One night and all these lessons learned. Loving a good analogy, it’s obvious the way these ideas transfer to everyday life.

I’ll gain skills and knowledge through my pottery class. I’ll even create new mugs, bowls, and spoon rests for my kitchen. But I’m most looking forward to the things I’ll learn about myself in the process.

I- a social butterfly who doesn’t flap her wings often enough or sometimes even forgets they’re there, got to remind myself I can thrive in a group of strangers and friends alike. Giving and receiving energy from others helps my brain and soul. I don’t realize what I’m missing until I get it again.

With this diverse group of women, I joked and laughed, critiqued, and encouraged. One would say look how awful and we’d all spin it into having some use. It could be a sake cup! It’s meant to hold a single carnation! Abstract! Sell it on Etsy for $80!

I was in a room full of master potters!

Honestly, I’d rate my skills tonight as 4 out of 10 but I was expecting worse! I pleasantly surprised myself. I’ll likely spend the entire week watching YouTube videos of throwing a cylinder and daydreaming about getting back on the wheel again.

I told my class of 6 about watching the HBO show and how I was a self-proclaimed master potter before ever touching a wheel. It became the one-liner everyone used- I am a master potter.

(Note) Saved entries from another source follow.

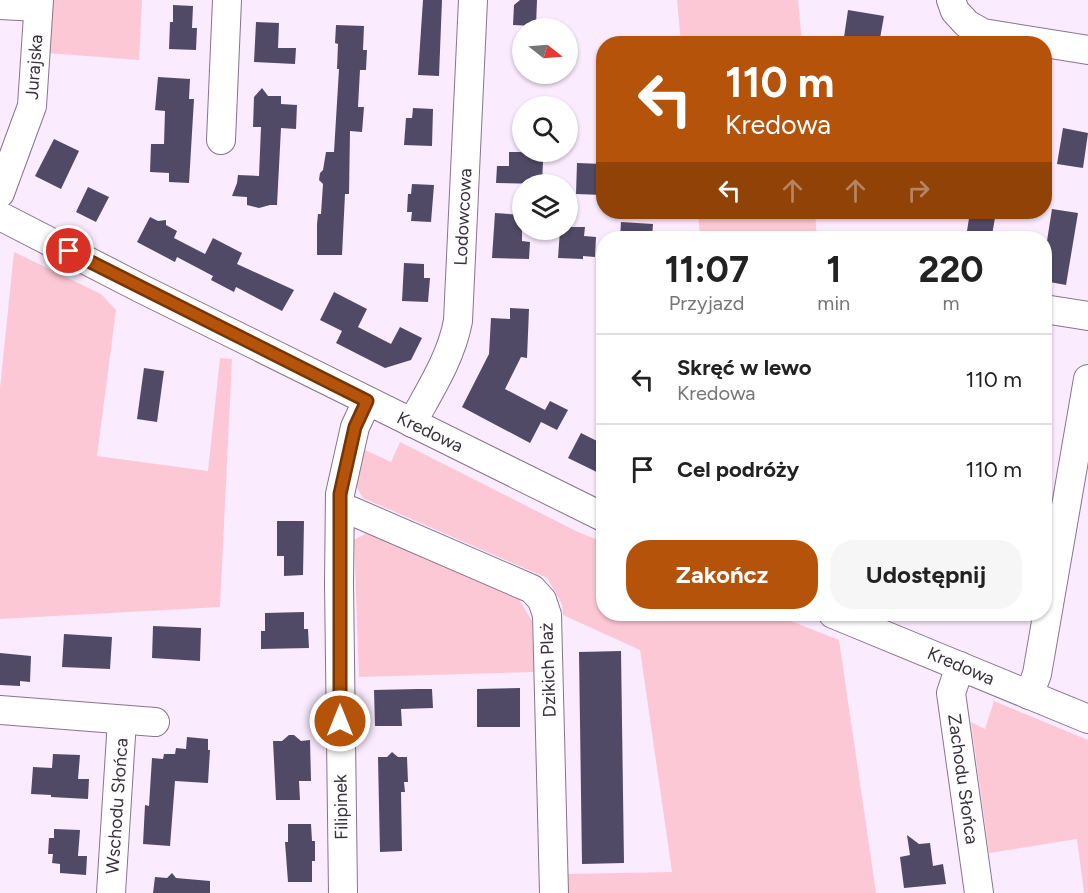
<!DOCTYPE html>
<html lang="pl">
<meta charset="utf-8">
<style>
:root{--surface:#fff;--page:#f6f6f6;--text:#222;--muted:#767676;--line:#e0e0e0;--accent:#b45309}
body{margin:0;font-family:Figtree,sans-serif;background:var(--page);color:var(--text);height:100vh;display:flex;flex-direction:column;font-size:22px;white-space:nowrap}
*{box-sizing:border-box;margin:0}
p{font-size:20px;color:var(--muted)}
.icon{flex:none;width:33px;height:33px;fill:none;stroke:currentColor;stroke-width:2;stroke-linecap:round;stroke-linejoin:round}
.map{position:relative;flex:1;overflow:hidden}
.details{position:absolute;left:596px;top:231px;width:456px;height:390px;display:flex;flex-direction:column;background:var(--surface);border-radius:24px;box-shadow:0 2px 4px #0004}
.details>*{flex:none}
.top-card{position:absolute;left:596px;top:36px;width:456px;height:183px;border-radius:24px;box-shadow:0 2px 4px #0004;background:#b45309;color:#fff;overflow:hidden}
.needle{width:39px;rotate:107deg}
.controls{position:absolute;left:512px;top:18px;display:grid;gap:12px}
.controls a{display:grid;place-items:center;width:66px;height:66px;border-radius:50%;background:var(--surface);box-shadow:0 2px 4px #0004;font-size:30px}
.pin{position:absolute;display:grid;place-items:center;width:51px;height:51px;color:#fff;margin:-26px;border:3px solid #fff;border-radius:50%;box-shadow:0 2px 6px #0007}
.me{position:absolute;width:66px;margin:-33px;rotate:0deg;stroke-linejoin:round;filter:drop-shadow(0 0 4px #0008)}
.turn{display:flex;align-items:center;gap:21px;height:126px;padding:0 30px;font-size:27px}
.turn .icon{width:78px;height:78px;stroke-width:2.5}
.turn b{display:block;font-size:42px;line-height:51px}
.lanes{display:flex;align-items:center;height:57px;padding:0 30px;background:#0003;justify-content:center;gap:30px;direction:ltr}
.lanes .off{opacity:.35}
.eta{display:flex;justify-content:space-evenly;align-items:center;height:102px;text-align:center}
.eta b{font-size:36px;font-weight:700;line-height:42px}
.button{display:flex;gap:12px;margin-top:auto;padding:12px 30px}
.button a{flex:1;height:69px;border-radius:24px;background:var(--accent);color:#fff;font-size:24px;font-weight:700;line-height:69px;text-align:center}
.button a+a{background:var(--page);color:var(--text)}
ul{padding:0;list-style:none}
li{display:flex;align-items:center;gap:18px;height:90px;padding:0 30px;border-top:2px solid var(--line)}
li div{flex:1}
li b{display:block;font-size:22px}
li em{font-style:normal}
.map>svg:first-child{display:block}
</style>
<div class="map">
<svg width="1088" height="893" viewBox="0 0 1088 893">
<rect width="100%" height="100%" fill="#faebfe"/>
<!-- green -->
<g fill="#fdc8d6">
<path d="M 50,0 L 142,0 L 139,60 L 47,53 Z"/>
<path d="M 677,0 L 798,0 L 802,43 L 681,43 Z"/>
<path d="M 698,212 L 815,212 L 817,238 L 700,238 Z"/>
<path d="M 14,252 L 101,294 L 116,310 L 97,456 L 208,471 L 220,358 L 232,359 L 220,607 L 0,619 L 0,388 Z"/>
<path d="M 400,442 L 578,532 L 603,542 L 603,614 L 773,614 L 839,640 L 876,893 L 567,893 L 566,874 L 672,872 L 640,650 L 563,615 L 562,604 L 547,578 L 363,498 L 356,486 L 365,450 L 391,462 Z"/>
<path d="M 367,533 L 518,598 L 532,621 L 534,672 L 359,677 L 354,540 Z"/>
<path d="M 994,701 L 1088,740 L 1088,893 L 1084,893 L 1077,839 L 989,853 L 971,722 L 985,729 Z"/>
</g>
<!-- building -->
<g fill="#514a67">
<path d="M 423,0 L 442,0 L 439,76 L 418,75 Z"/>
<path d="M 520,0 L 537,0 L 536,26 L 513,25 L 514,5 Z"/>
<path d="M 173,5 L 193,6 L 192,28 L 197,28 L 196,50 L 169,49 L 170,22 L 173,22 Z"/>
<path d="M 848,10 L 884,16 L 879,44 L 843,44 Z"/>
<path d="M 256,22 L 279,23 L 278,48 L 296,48 L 295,64 L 254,62 Z"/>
<path d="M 336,25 L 364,26 L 363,50 L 367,50 L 366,70 L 360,70 L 358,107 L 364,107 L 362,132 L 350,131 L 349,194 L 345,194 L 342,255 L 317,255 L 317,224 L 318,214 L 321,214 L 323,184 L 319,180 L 320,173 L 323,170 L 326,152 L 334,152 L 339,69 L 337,69 L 338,44 L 335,43 Z"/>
<path d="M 158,77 L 190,79 L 189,99 L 194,99 L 189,183 L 169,182 L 169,173 L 150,172 L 151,144 L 164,144 L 165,111 L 155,110 Z"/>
<path d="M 262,88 L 268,96 L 281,96 L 281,104 L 297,105 L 296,129 L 281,128 L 277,205 L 270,205 L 259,208 L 247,205 L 247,197 L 232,196 L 237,183 L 238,175 L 259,176 L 261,127 L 253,127 L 254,97 Z"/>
<path d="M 413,108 L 433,109 L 432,146 L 404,145 L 406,118 L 412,118 Z"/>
<path d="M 1063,128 L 1088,133 L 1083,168 L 1057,164 Z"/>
<path d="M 54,139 L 79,151 L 61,189 L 35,176 Z"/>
<path d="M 509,152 L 540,152 L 539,161 L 543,161 L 542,184 L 496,183 L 497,166 L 509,166 Z"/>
<path d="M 577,163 L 603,164 L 603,195 L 576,194 Z"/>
<path d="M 412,184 L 434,185 L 431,222 L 411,221 L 412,212 L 407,212 L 408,194 L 411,194 Z"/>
<path d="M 88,187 L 109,197 L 96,222 L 76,212 Z"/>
<path d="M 1052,209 L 1078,213 L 1066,285 L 1044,281 L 1044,260 Z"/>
<path d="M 970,212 L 996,212 L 992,235 L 967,231 Z"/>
<path d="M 495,213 L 522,215 L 522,241 L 530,242 L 529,259 L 492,258 Z"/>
<path d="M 150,217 L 158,221 L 166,220 L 166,225 L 177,231 L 174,238 L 205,254 L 213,238 L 242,253 L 237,264 L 294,290 L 282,311 L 236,287 L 234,292 L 211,280 L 213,276 L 177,257 L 175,262 L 137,242 Z"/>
<path d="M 621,222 L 653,224 L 652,238 L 620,238 Z"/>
<path d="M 567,227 L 585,227 L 584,236 L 596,237 L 595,257 L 583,256 L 583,259 L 558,258 L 560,230 L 567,230 Z"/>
<path d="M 404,263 L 424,264 L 424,278 L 430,278 L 428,302 L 402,301 Z"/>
<path d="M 334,292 L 367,309 L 358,327 L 391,344 L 400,327 L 422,338 L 411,360 L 385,368 L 336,343 L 342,331 L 320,320 Z"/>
<path d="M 510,308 L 529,309 L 527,358 L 521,357 L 505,389 L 545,410 L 550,401 L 568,410 L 557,430 L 541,422 L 530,443 L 462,407 L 489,354 L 491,318 L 510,319 Z"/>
<path d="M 144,368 L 164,371 L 157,422 L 137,419 Z"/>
<path d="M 581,433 L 603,444 L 603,475 L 568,458 Z"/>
<path d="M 277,521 L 304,521 L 303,575 L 284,576 L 284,556 L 277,556 Z"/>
<path d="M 304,612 L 304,629 L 308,629 L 309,648 L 261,649 L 261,631 L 265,631 L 265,613 Z"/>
<path d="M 153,626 L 201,628 L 200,661 L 152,658 Z"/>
<path d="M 64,634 L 112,637 L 110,669 L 62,667 Z"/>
<path d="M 621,651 L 624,863 L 582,864 L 579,652 Z"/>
<path d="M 0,653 L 31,656 L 30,682 L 20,681 L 20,686 L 0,685 Z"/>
<path d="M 520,688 L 520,727 L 477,727 L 477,689 Z"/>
<path d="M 417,689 L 432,689 L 433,708 L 401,709 L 402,726 L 375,726 L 374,690 Z"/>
<path d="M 289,735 L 294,735 L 301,741 L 310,740 L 311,781 L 299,781 L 300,800 L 276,800 L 273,741 L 282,741 Z"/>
<path d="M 187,737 L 208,739 L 208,750 L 210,750 L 208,783 L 175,781 L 170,846 L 143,844 L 145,805 L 149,806 L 152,758 L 163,759 L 164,754 L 175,754 L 176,748 L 186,749 Z"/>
<path d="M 392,752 L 398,757 L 407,757 L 408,782 L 404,782 L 405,792 L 401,792 L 402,851 L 380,852 L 378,757 L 387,757 Z"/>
<path d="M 53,754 L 80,755 L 78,779 L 89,779 L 88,799 L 51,797 L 51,795 L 31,794 L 33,767 L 52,768 Z"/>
<path d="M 288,824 L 311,824 L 312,841 L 315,841 L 315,861 L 312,861 L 312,882 L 288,882 L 285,842 L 288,842 Z"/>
<path d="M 54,829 L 80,830 L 78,856 L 87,856 L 86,875 L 60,873 L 60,864 L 52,863 L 53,854 L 48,854 L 49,838 L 54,838 Z"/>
<path d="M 907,835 L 919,844 L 930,843 L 933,866 L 943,864 L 946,884 L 904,888 L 900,857 L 910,855 Z"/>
<path d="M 172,873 L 176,878 L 210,881 L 210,893 L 153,893 L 155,877 L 167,878 Z"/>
</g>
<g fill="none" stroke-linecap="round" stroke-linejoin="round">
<defs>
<g id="minor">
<path d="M 951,0 L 955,11 L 967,24 L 983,33 L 1088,50"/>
<path d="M 0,5 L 38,7"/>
<path d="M 221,140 L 227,0"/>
<path d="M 0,193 L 32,106 L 39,0"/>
<path d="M 0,216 L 142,289 L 603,517"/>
<path d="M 1044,309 L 1088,316"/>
<path d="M 412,423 C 430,390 451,358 458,321 L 473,0"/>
<path d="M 340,506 L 532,589 L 542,600 L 547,615 L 554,893"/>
<path d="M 833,614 L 1088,719"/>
<path d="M 960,666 L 951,693 L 979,893"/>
<path d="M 1029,695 L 1037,674 L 1088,379"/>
<path d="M 0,710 L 155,722"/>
<path d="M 111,893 L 122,720"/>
<path d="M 343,893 L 339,583 L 340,494 L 355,427 L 367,401"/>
</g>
</defs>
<!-- minor casing -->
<use href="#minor" stroke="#88738f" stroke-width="30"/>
<!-- minor -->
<use href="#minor" stroke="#fff" stroke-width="28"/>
</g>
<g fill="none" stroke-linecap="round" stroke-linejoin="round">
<defs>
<path id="route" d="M 69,251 L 367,401 L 355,427 L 340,494 L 340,721"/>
</defs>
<!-- route casing -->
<use href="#route" stroke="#753606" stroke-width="15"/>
<!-- route -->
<use href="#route" stroke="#b45309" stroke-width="10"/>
</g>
<g text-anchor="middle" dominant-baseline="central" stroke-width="6" stroke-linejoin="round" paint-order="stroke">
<!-- street labels -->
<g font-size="18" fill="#39303c" stroke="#fefefe">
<text transform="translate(34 67) rotate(-86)">Jurajska</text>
<text transform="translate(463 217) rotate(-87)">Lodowcowa</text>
<text transform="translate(430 432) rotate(26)">Kredowa</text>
<text transform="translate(961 666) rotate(23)">Kredowa</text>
<text transform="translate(548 670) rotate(-92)">Dzikich Plaż</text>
<text transform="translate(963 779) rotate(82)">Zachodu Słońca</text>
<text transform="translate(117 806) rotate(-86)">Wschodu Słońca</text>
<text transform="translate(341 807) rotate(-91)">Filipinek</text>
</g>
</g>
</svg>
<div class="controls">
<a><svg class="needle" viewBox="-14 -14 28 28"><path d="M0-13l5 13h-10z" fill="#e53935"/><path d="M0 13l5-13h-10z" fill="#767676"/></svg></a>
<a><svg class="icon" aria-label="search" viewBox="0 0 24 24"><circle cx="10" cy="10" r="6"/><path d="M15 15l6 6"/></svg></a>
<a><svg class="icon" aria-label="layers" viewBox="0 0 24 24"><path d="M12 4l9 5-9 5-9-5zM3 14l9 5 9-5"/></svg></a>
</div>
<div class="pin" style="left:69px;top:251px;background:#d93025"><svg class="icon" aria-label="arrive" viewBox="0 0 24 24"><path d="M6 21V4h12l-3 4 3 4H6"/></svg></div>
<svg class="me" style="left:340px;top:721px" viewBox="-20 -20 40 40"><circle r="17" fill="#b45309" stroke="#fff" stroke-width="3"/><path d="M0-11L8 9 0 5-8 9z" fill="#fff"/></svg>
<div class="top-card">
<div class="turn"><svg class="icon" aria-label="left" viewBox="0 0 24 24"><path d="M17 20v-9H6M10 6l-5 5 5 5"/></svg><div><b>110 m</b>Kredowa</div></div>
<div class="lanes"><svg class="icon" aria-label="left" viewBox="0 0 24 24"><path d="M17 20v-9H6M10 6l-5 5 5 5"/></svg><svg class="icon off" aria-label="ahead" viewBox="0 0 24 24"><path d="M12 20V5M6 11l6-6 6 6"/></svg><svg class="icon off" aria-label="ahead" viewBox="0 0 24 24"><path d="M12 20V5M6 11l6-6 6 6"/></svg><svg class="icon off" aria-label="right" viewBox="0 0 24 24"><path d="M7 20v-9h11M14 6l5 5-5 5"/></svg></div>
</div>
<section class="details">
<div class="eta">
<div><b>11:07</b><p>Przyjazd</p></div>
<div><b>1</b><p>min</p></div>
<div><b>220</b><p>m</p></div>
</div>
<ul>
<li><svg class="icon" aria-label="left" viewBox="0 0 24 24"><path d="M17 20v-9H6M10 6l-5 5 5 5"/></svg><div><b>Skręć w lewo</b><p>Kredowa</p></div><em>110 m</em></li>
<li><svg class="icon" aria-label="arrive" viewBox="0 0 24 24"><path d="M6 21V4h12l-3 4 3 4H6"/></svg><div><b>Cel podróży</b></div><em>110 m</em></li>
</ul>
<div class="button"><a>Zakończ</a><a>Udostępnij</a></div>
</section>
</div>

At the end of class, we all took pictures of our work. I sent mine to Matt who instantly replied “Wow you’re really an expert already wtf”. Did I marry well or what?

So grateful to have a man who believes in me and pushes me out of my comfort zone.

I’m dedicated to this 6 week class but I’m also dedicated to doing things like this more often. I want to put myself in that nervy place of trying something new. I want to take risks and meet new people. I want to unlock all the potential I might be hiding within myself.

Who knows- I could really maybe be a master potter.